Task goal:
The answer must be one number: how many lines in the records below contain the string "where".

[Collected data]
****

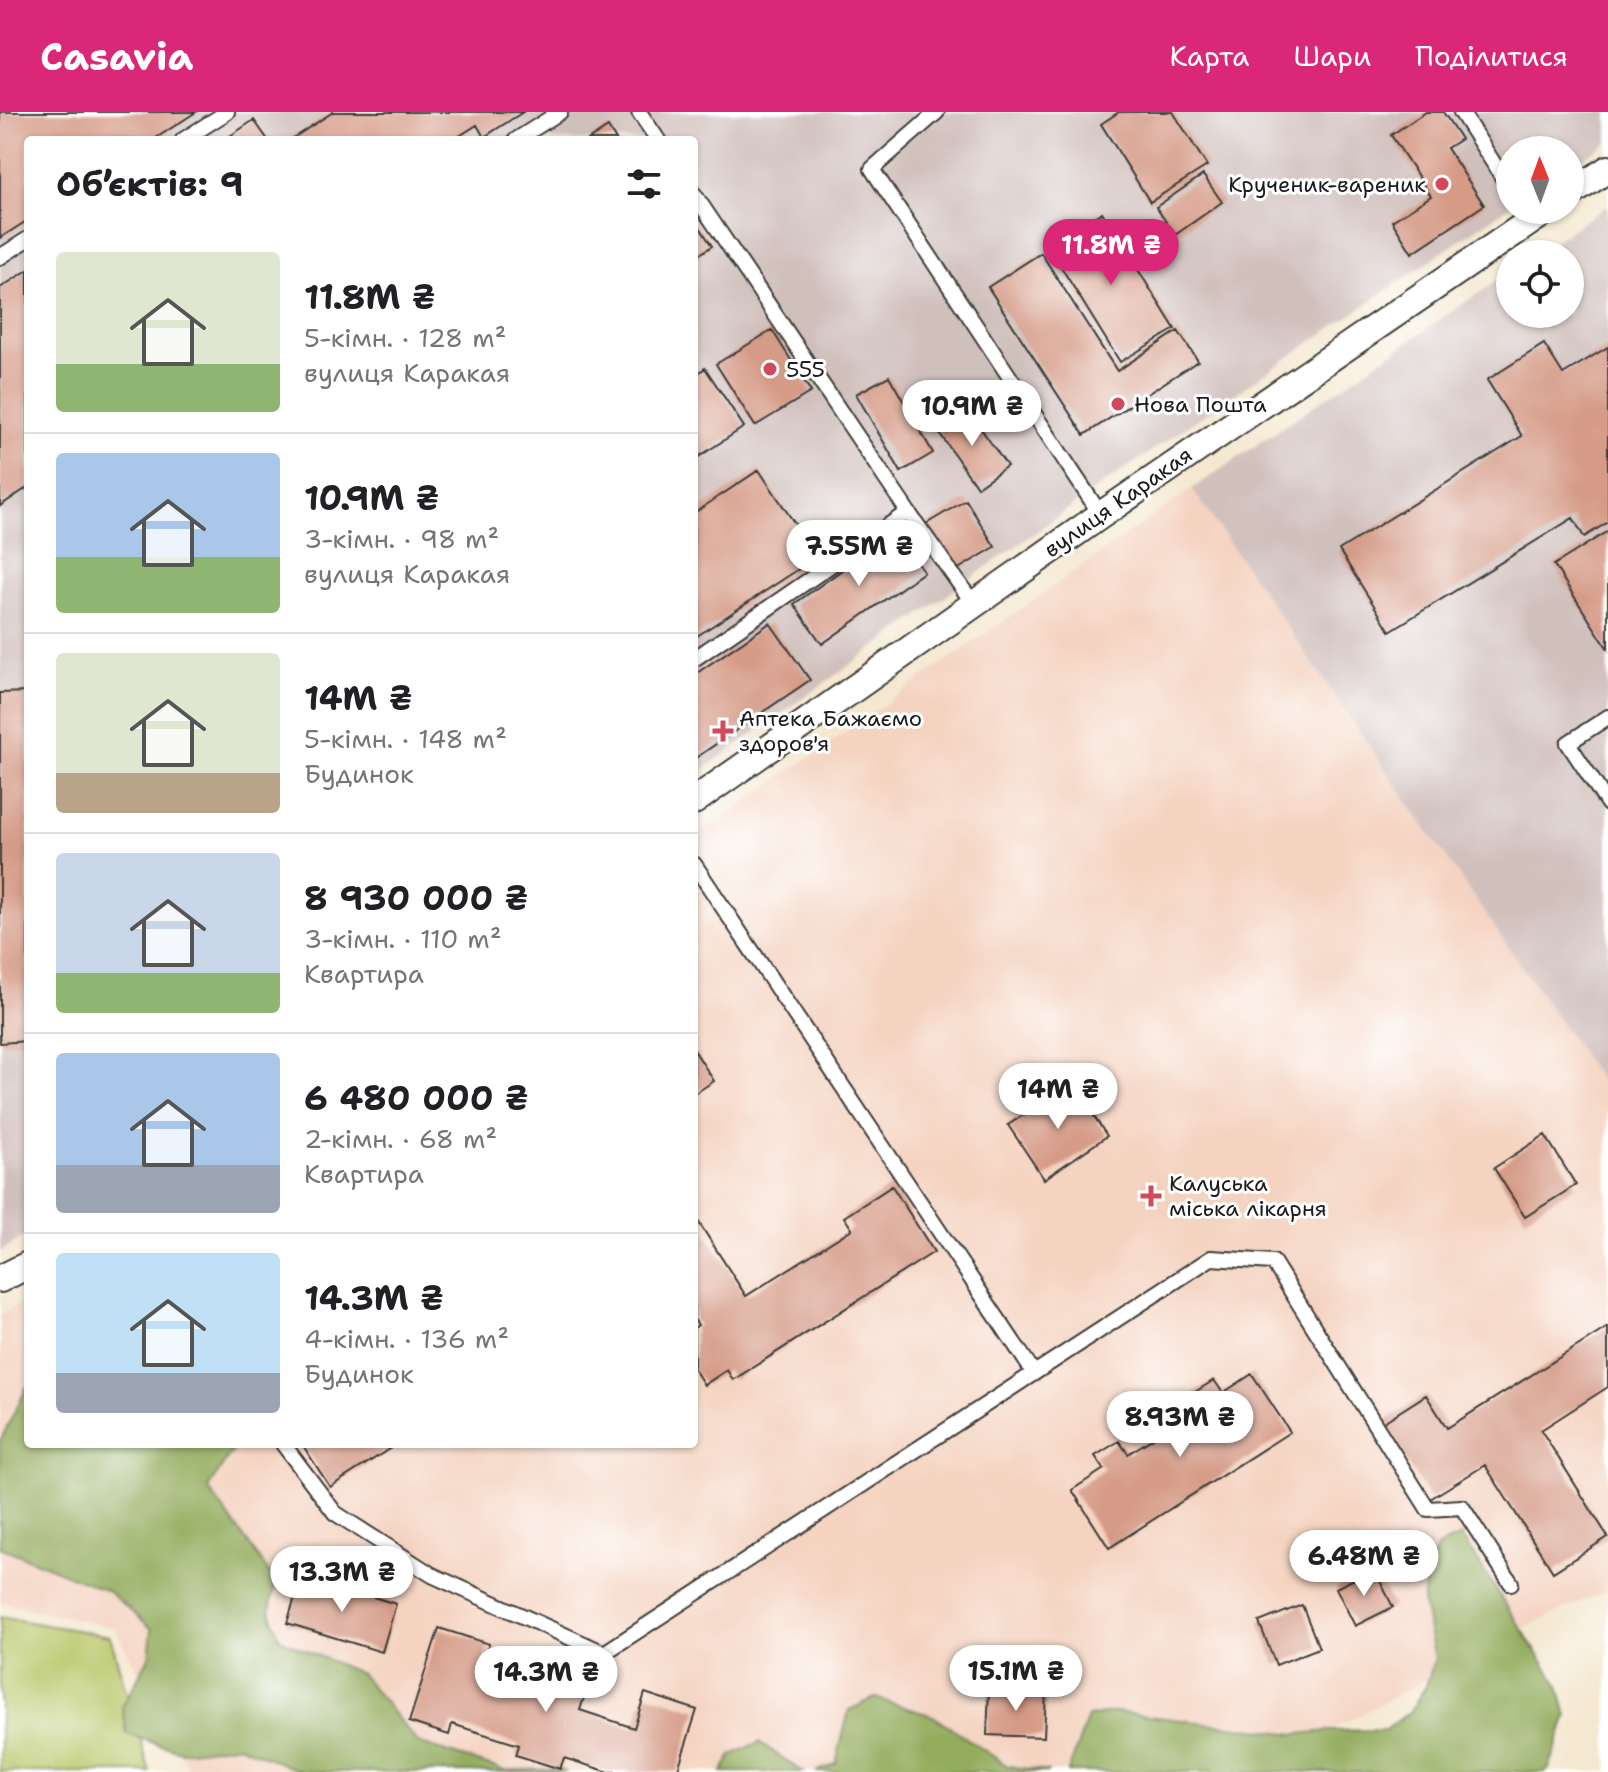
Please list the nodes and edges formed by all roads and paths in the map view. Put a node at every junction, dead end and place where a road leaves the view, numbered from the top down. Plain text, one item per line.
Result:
1 (227, 112) edge
2 (560, 112) edge
3 (639, 112) edge
4 (937, 112) edge
5 (1461, 112) edge
6 (189, 136) edge
7 (522, 136) edge
8 (655, 136) edge
9 (1496, 167) edge
10 (1608, 169) edge
11 (1584, 185) edge
12 (698, 200) edge
13 (1520, 224) edge
14 (24, 242) edge
15 (0, 257) edge
16 (908, 512) junction
17 (1101, 515) junction
18 (973, 603) junction
19 (698, 656) edge
20 (1608, 717) edge
21 (698, 798) edge
22 (1608, 804) edge
23 (698, 870) edge
24 (24, 1267) edge
25 (0, 1279) edge
26 (1034, 1373) junction
27 (286, 1448) edge
28 (1511, 1583) dead end

1 - 6 lane
2 - 7 lane
3 - 8 lane
4 - 17 lane
5 - 9 lane
10 - 11 street
12 - 16 lane
13 - 17 street, вулиця Каракая
14 - 15 lane
16 - 18 lane
16 - 19 lane
17 - 18 street, вулиця Каракая
18 - 21 street, вулиця Каракая
20 - 22 lane
23 - 26 lane
24 - 25 street
26 - 27 lane
26 - 28 lane

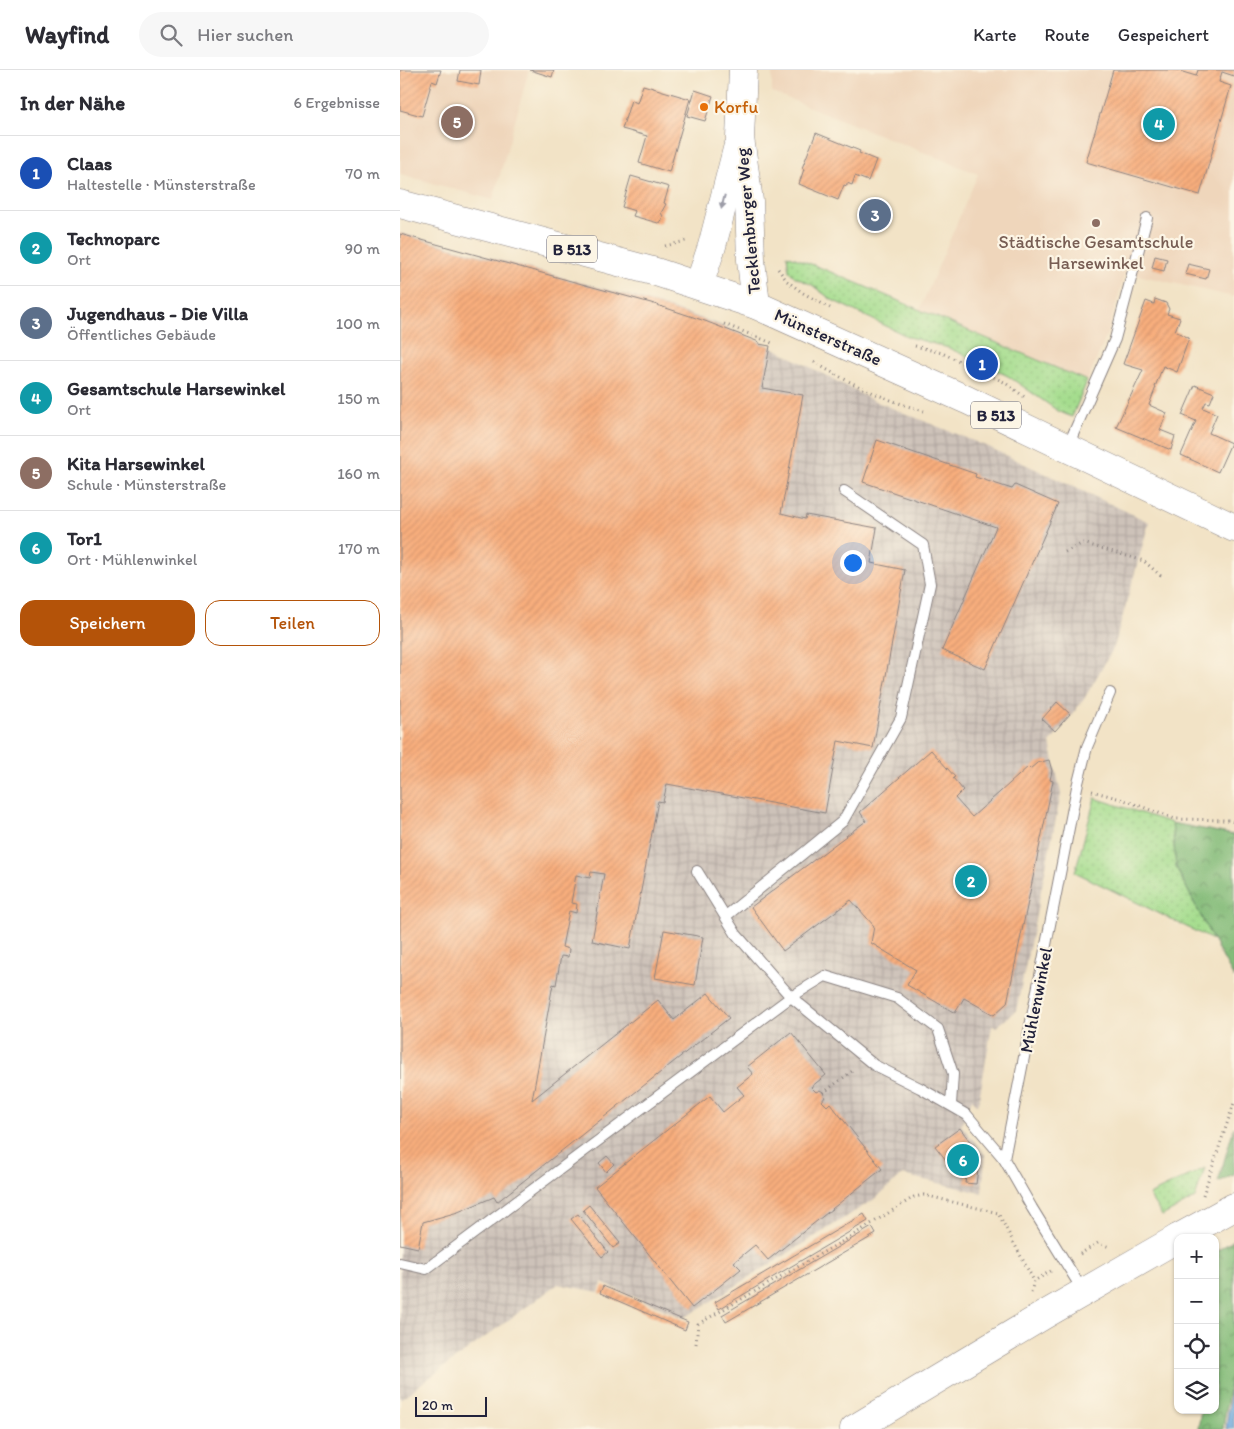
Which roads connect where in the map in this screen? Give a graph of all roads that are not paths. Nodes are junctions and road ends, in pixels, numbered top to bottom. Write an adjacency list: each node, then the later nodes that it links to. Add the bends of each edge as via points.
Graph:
1 (743, 70): 2 (main road, Tecklenburger Weg)
2 (740, 138): 5 (main road, Tecklenburger Weg, one-way to 5); 6 (main road, Tecklenburger Weg, via 749,201)
3 (400, 204): 5 (main road, Münsterstraße / B 513)
4 (1147, 218): 7 (lane, via 1115,339)
5 (699, 285): 6 (main road, Münsterstraße / B 513)
6 (756, 305): 7 (main road, Münsterstraße / B 513)
7 (1066, 449): 9 (main road, Münsterstraße / B 513)
8 (844, 491): 12 (lane, via 924,545 930,584 901,718 843,821)
9 (1234, 528)
10 (1110, 692): 15 (lane, Mühlenwinkel, via 1087,747 1077,786)
11 (697, 871): 12 (lane)
12 (726, 916): 13 (lane, via 736,934)
13 (791, 997): 14 (lane, via 874,1065); 14 (lane, via 826,976 897,998 938,1029 953,1074); 19 (lane, via 426,1269)
14 (951, 1105): 15 (lane, via 967,1115)
15 (1004, 1159): 20 (lane)
16 (1218, 1206): 17 (main road)
17 (1183, 1234)
18 (1174, 1240): 20 (main road)
19 (400, 1263)
20 (1083, 1292): 21 (main road)
21 (854, 1429)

****

Exercise solution:
2